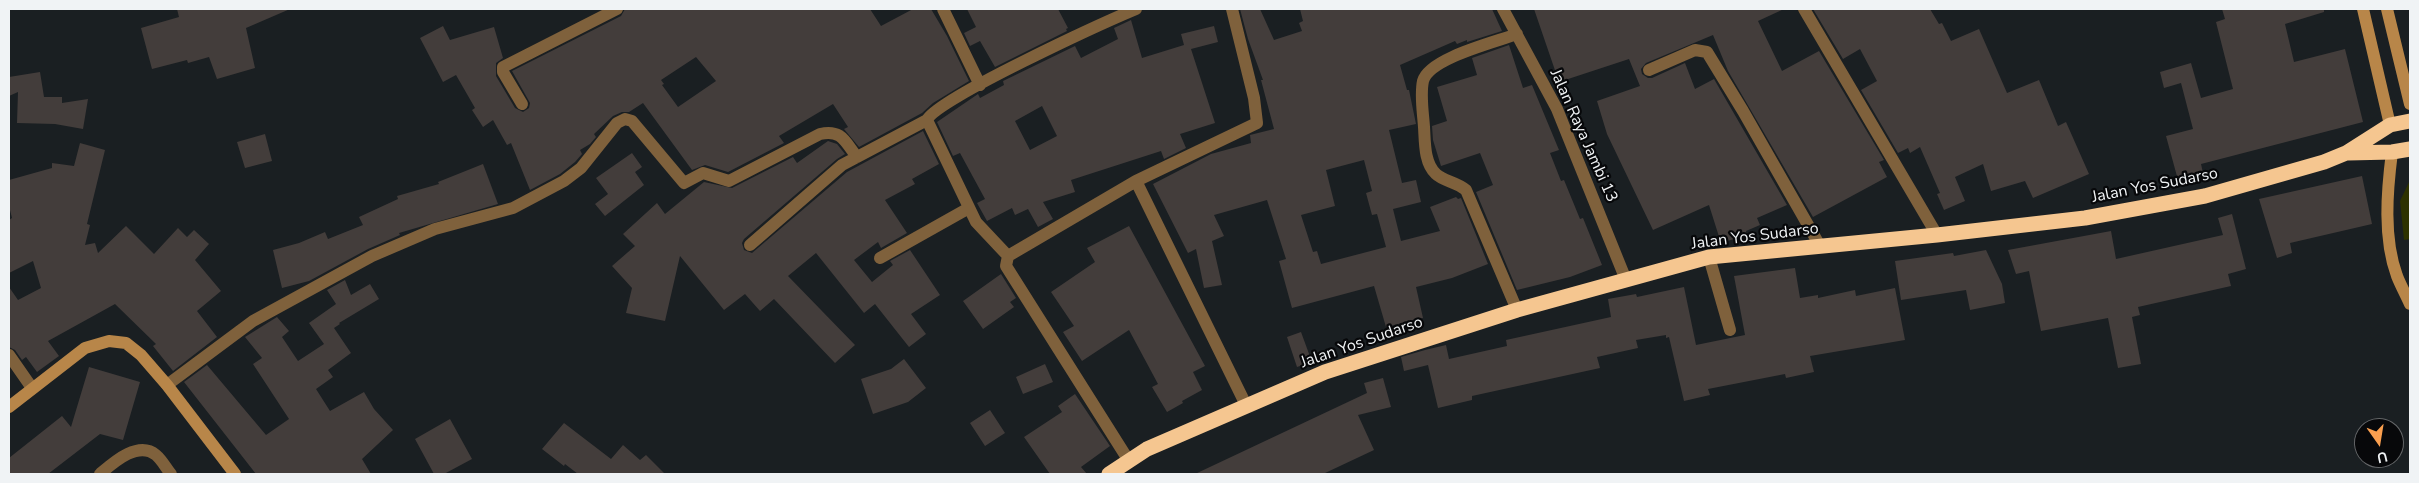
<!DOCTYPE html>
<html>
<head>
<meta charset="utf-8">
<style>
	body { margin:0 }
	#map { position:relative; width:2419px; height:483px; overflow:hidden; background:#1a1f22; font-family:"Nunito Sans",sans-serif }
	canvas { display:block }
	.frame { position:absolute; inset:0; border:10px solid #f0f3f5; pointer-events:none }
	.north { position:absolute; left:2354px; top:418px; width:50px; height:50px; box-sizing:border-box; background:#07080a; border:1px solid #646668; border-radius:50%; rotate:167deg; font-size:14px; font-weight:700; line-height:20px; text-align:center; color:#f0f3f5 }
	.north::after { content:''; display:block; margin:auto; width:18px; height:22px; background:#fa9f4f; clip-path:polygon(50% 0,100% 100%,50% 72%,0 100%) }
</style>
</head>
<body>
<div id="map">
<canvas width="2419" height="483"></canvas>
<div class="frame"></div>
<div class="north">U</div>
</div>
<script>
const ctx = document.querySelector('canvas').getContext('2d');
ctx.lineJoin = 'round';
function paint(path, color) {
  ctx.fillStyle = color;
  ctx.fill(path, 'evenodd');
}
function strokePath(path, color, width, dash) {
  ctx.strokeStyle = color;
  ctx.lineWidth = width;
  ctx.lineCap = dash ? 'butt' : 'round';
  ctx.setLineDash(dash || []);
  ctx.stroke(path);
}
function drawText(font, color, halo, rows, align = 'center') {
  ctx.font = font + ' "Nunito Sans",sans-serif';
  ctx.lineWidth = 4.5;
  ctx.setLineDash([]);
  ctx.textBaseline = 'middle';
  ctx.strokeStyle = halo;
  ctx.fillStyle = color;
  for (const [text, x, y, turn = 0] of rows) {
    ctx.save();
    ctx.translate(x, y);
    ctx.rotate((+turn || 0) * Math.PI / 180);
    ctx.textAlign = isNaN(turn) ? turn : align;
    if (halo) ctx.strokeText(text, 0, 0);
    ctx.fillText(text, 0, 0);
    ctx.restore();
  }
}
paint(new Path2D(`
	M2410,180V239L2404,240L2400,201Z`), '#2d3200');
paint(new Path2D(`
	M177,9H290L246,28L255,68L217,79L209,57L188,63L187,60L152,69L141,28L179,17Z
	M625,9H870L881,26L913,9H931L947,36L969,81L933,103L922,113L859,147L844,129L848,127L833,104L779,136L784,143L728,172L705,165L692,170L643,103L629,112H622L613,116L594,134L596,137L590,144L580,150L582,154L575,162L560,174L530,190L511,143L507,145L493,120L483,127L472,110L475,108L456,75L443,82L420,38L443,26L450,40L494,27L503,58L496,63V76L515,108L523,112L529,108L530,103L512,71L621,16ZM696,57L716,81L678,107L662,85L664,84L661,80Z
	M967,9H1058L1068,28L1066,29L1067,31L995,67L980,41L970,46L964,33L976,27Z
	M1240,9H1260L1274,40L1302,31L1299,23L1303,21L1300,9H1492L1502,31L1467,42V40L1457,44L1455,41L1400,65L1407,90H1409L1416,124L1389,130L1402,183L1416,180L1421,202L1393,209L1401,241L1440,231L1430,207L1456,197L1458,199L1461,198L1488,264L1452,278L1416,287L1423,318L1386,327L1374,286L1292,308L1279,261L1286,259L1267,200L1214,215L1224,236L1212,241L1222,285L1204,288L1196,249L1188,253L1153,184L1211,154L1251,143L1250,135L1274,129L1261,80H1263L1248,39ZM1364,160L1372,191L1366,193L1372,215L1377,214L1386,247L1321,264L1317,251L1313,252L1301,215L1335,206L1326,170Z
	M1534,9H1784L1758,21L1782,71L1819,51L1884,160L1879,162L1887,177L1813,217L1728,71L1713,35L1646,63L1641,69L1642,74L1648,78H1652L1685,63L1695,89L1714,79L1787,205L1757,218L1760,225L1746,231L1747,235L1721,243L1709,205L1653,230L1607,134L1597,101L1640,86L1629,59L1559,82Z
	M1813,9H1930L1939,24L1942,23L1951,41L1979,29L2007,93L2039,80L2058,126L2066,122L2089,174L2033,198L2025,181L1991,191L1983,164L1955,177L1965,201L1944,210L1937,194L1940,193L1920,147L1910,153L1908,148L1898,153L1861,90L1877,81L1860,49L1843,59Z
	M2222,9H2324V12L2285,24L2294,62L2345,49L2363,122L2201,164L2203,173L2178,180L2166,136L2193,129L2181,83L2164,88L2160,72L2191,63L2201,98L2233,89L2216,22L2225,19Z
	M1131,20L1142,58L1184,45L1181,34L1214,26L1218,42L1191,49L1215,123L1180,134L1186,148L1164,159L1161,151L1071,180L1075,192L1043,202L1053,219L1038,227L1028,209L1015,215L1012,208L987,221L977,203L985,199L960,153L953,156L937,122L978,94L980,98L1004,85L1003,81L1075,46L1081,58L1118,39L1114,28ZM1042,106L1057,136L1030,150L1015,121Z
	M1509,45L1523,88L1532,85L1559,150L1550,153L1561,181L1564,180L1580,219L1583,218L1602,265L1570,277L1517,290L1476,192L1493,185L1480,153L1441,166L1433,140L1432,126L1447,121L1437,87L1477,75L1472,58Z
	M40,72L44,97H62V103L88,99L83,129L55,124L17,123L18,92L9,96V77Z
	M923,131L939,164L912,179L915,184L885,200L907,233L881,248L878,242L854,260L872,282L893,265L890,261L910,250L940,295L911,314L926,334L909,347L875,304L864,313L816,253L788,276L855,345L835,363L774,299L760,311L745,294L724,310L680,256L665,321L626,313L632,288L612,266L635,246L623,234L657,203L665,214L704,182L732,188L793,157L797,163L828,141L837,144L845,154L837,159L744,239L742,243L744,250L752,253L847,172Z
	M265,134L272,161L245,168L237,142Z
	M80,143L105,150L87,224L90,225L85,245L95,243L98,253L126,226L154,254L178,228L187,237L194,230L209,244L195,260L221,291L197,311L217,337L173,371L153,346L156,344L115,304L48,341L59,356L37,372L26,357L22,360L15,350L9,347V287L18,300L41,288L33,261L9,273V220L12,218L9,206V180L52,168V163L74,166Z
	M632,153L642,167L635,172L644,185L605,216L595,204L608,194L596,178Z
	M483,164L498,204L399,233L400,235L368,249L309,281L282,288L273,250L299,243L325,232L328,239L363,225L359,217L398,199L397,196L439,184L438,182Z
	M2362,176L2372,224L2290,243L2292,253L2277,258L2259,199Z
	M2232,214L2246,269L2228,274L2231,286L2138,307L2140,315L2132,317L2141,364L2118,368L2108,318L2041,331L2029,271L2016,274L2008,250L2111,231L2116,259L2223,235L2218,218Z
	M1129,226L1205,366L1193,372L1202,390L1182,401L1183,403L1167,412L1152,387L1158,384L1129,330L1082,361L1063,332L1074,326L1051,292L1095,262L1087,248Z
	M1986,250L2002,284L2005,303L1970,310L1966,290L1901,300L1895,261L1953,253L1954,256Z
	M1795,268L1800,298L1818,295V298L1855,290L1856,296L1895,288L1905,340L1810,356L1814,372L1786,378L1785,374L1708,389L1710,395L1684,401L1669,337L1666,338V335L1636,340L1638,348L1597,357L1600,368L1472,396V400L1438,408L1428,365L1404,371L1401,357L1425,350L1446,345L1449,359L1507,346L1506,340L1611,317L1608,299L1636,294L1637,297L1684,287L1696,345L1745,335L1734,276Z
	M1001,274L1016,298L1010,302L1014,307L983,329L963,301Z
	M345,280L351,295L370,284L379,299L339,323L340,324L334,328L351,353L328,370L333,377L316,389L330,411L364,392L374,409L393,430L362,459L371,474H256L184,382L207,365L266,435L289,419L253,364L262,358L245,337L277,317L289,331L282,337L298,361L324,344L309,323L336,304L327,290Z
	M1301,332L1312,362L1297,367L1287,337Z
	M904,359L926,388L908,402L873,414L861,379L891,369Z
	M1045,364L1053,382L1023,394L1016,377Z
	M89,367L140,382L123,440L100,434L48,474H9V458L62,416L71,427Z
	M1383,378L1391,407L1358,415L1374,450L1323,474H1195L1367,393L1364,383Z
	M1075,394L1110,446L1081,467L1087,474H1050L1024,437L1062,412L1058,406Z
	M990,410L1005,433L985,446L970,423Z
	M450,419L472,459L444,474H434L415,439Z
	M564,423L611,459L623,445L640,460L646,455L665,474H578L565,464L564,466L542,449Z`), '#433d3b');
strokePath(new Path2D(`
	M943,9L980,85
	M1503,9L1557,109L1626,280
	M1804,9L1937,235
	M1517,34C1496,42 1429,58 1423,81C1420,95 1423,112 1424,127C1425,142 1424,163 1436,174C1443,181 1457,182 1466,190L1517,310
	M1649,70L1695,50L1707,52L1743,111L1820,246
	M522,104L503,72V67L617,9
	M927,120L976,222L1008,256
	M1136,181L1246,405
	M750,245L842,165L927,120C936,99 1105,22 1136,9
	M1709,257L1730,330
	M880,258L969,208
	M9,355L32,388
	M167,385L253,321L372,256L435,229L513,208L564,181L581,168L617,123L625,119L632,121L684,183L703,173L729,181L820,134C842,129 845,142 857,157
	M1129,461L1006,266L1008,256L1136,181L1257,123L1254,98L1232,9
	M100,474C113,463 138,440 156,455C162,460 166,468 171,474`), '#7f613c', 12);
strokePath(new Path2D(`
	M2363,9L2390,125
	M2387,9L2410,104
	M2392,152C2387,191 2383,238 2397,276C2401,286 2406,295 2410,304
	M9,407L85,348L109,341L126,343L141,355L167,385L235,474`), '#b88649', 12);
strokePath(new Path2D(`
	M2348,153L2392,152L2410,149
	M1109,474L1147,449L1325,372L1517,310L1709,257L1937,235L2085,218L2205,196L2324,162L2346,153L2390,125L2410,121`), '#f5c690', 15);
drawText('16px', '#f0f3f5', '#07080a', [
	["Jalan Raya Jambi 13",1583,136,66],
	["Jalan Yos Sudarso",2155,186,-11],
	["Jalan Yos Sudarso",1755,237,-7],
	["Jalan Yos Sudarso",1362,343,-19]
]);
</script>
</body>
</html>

◆ ◆ ◆ ◆

**ASSIGNMENT:**
The answer must be every line of the data that contains the word "turn".

**ANSWER SECTION:**
  for (const [text, x, y, turn = 0] of rows) {
    ctx.rotate((+turn || 0) * Math.PI / 180);
    ctx.textAlign = isNaN(turn) ? turn : align;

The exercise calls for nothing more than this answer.